── Dataset entries ──

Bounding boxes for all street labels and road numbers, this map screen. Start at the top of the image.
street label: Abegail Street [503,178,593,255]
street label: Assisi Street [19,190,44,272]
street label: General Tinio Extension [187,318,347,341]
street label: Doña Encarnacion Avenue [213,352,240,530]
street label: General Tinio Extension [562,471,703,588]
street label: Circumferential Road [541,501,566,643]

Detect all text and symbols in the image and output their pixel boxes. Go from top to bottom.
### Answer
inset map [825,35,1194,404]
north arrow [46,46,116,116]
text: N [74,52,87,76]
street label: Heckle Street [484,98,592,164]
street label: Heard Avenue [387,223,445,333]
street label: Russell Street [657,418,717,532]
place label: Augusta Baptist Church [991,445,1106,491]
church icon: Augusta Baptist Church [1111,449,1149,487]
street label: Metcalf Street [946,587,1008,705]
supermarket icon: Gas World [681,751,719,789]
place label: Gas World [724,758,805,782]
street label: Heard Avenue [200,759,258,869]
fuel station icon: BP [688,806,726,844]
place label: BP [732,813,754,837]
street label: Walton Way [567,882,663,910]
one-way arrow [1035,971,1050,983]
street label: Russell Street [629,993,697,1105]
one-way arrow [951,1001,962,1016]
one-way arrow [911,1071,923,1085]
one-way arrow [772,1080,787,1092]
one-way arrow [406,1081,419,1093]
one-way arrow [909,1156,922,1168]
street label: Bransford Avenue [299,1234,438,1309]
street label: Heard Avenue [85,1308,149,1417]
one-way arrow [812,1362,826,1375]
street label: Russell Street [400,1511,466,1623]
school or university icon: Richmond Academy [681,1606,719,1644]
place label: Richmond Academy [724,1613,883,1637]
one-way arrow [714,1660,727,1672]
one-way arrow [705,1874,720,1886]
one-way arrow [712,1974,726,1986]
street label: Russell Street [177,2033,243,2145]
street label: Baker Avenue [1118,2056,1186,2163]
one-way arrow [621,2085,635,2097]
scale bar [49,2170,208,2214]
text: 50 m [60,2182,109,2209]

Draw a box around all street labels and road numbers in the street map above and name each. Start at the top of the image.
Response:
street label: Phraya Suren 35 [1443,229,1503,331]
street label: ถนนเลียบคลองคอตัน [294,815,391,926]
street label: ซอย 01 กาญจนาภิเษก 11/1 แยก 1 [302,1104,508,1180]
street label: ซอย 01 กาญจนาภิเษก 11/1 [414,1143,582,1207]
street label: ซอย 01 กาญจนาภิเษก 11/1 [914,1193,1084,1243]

───

§ The task
For this exercise, please copy exactly the lines of the material above from its first line through the line where "Detect all text" appears.

§ Task result
Bounding boxes for all street labels and road numbers, this map screen. Start at the top of the image.
street label: Abegail Street [503,178,593,255]
street label: Assisi Street [19,190,44,272]
street label: General Tinio Extension [187,318,347,341]
street label: Doña Encarnacion Avenue [213,352,240,530]
street label: General Tinio Extension [562,471,703,588]
street label: Circumferential Road [541,501,566,643]

Detect all text and symbols in the image and output their pixel boxes. Go from top to bottom.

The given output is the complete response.